Alcohol and seven cancers
Today sees phase 2 of our alcohol health harms campaign launch across the region and aims to continue to raise awareness of the link between alcohol and seven types of cancer in the run up to the festive period.
Almost one million North Easterners are ignoring Government health guidelines and drinking at levels which are putting them at greater risk of seven types of cancer.
A survey carried out by Balance revealed that almost 2 in 5 of the region’s adults, around 813,000 people, are regularly drinking more than the recommended daily limits. These are 2-3 units for a woman – no more than a standard 175ml glass of wine – or 3-4 units for a man, which is a pint of strong lager.
Evidence shows that if you regularly drink above the guidelines the risk of developing cancer is higher than non-drinkers.

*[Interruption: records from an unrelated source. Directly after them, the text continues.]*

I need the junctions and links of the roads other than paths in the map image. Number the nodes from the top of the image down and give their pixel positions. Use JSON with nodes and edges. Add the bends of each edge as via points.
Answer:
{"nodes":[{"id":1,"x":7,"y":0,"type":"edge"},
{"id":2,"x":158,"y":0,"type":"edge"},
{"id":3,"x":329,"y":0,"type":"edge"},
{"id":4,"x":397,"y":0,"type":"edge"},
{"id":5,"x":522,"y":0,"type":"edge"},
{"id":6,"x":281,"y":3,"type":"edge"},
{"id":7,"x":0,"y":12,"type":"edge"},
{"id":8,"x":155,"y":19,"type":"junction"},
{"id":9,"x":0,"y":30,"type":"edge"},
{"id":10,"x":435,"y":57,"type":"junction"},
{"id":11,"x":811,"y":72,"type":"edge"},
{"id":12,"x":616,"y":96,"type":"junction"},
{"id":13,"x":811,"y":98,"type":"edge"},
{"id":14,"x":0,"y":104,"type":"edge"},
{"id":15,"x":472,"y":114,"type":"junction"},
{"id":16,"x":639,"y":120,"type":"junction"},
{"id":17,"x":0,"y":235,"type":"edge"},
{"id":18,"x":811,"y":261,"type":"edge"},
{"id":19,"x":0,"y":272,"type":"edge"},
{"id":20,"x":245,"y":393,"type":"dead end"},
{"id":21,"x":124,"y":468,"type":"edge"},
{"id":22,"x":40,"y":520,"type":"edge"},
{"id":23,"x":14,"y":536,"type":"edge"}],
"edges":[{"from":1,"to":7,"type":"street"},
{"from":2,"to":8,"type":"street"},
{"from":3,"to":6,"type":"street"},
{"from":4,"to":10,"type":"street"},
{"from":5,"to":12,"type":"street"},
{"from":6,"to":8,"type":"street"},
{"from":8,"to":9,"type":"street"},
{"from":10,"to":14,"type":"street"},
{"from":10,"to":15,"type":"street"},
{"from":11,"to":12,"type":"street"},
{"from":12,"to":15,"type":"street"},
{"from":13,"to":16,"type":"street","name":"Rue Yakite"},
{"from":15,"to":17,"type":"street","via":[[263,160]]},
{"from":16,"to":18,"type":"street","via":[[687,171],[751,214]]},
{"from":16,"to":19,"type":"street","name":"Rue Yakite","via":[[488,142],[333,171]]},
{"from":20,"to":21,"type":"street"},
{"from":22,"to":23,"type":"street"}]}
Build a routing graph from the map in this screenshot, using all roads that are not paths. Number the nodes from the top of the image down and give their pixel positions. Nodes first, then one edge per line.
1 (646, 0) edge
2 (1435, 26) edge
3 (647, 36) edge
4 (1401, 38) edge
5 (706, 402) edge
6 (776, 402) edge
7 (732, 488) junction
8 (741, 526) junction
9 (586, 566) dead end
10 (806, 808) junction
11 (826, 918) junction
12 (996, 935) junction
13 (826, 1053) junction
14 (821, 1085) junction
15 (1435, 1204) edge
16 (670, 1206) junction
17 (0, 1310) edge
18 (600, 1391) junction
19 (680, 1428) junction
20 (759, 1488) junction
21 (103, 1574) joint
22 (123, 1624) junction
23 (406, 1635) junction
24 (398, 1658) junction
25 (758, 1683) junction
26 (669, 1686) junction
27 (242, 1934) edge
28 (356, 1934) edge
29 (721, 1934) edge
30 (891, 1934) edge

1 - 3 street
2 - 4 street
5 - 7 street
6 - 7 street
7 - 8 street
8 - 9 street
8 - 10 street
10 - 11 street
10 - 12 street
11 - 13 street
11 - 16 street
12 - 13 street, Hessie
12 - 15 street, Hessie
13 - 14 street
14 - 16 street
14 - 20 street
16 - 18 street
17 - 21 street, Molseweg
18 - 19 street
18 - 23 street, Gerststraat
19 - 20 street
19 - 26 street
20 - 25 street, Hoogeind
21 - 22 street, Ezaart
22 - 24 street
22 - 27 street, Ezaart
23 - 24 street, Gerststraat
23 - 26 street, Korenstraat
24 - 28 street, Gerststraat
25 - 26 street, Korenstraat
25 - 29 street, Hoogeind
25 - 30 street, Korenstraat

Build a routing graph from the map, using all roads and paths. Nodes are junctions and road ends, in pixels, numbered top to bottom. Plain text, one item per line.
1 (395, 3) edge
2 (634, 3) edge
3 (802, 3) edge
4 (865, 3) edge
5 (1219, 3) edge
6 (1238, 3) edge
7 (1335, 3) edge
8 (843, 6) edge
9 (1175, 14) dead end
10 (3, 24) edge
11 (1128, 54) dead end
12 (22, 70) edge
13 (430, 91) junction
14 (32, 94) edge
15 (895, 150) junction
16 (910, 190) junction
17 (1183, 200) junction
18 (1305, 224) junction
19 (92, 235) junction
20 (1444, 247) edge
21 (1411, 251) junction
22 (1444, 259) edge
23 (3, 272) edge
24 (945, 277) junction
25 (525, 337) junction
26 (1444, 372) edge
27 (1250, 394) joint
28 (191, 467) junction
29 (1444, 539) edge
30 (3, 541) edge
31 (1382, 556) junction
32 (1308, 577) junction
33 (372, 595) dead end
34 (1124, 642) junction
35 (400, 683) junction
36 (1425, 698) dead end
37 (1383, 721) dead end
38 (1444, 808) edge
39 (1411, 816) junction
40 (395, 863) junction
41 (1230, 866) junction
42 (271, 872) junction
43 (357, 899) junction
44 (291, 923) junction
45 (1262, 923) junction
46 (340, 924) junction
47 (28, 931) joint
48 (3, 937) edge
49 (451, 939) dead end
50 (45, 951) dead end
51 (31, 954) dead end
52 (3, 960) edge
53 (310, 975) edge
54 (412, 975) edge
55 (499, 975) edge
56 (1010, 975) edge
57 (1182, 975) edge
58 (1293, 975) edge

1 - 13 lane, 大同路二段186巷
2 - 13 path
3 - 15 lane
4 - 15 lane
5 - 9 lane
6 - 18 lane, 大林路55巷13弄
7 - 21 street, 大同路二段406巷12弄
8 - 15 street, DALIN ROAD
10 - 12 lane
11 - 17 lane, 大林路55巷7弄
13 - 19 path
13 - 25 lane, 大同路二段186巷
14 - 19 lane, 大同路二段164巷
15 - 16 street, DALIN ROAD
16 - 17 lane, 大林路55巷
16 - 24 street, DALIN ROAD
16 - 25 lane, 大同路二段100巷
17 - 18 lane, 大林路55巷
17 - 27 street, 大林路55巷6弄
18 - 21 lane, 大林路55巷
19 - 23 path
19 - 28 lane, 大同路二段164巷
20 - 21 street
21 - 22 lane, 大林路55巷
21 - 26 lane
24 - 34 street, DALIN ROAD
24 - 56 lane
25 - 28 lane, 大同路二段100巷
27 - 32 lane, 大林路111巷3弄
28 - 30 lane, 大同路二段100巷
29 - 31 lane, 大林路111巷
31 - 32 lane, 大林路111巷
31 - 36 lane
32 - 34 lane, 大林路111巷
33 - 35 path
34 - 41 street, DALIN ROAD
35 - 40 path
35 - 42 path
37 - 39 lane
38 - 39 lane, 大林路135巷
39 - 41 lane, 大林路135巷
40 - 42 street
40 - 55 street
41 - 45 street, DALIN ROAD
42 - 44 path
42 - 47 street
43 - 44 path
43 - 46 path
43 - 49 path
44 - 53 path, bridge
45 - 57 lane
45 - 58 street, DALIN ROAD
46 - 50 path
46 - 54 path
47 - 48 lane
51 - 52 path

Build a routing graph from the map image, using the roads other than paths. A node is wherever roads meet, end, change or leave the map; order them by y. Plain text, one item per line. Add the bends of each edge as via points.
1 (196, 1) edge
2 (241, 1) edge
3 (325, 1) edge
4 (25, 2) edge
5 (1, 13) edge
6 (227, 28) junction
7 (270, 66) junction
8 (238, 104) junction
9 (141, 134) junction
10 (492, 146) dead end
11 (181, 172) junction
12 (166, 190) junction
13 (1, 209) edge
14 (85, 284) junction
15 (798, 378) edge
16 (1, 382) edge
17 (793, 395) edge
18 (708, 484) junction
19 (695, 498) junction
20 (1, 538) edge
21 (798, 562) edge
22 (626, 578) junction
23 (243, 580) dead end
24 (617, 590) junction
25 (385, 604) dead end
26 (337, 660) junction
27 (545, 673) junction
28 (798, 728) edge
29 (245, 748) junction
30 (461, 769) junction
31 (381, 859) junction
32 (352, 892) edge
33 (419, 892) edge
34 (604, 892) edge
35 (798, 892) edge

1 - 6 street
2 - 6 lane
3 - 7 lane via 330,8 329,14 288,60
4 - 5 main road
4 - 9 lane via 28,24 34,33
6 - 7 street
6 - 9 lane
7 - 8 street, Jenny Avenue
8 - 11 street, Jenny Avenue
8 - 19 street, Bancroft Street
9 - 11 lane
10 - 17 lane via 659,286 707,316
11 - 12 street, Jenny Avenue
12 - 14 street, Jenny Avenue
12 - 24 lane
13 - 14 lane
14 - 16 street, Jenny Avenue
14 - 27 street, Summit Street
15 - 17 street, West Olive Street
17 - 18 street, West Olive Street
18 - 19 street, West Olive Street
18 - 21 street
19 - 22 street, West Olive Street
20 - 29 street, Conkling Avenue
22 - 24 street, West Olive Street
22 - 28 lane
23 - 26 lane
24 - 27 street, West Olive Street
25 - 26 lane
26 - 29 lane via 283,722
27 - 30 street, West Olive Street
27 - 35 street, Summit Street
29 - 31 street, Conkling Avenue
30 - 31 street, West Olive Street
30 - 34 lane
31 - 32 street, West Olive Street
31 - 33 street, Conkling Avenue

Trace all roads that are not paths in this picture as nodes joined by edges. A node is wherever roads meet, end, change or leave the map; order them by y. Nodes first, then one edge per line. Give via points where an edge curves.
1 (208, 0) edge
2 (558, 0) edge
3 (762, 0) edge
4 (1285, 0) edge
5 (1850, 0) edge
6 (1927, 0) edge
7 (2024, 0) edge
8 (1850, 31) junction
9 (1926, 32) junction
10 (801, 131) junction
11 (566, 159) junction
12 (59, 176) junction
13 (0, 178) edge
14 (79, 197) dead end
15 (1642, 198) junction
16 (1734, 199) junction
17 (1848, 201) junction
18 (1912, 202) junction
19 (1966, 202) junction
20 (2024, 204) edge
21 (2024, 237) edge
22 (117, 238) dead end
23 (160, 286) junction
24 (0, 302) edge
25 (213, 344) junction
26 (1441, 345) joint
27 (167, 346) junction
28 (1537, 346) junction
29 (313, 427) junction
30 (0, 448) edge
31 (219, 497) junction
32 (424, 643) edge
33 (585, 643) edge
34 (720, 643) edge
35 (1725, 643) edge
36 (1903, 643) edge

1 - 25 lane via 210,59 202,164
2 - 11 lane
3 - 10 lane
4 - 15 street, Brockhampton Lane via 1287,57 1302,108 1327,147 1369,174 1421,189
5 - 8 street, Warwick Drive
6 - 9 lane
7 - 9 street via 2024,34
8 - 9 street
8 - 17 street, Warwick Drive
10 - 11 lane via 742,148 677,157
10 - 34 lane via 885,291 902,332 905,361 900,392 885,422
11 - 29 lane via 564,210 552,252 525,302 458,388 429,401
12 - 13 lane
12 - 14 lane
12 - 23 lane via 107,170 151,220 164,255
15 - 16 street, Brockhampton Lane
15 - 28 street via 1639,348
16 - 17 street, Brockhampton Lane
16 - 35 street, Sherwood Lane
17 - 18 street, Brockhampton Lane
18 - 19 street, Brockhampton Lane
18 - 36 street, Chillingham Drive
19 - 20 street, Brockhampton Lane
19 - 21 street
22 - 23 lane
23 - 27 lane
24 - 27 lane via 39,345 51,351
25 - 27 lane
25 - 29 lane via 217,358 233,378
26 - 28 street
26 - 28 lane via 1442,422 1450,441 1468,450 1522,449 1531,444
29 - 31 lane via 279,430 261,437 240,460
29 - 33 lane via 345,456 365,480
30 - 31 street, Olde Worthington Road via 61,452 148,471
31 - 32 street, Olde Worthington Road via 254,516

- Men are 1.8 to 2.5 times as likely to get cancer of the mouth, neck and throat, and women are 1.2 to 1.7 times as likely.
- Women are 1.2 times as likely to get breast cancer.
- Men are twice as likely to develop liver cirrhosis, and women are 1.7 times as likely.
- Bowel cancer risk is 21% higher in people who drink around 1.5 to 6 units per day.
However, more than 9 in 10 people in the region who regularly drink above the recommended limits believe they are light or moderate drinkers.
These concerning statistics have led Balance to re-launch its campaign to raise awareness of the link between alcohol and seven cancers including mouth, pharyngeal (upper throat), oesophageal (food pipe), laryngeal (voice box), bowel cancer, breast and liver.
Many of us often underestimate how much we drink, not realising we’re drinking at risky levels and in turn increasing our risk of developing cancer. Balance’s campaign aims to make people aware of the hidden harms associated with alcohol and encourage people to think about their intake and, if necessary, cut back to help reduce their risk.
The campaign will see our hard-hitting advert aired on television screens from today with supporting digital and PR activity.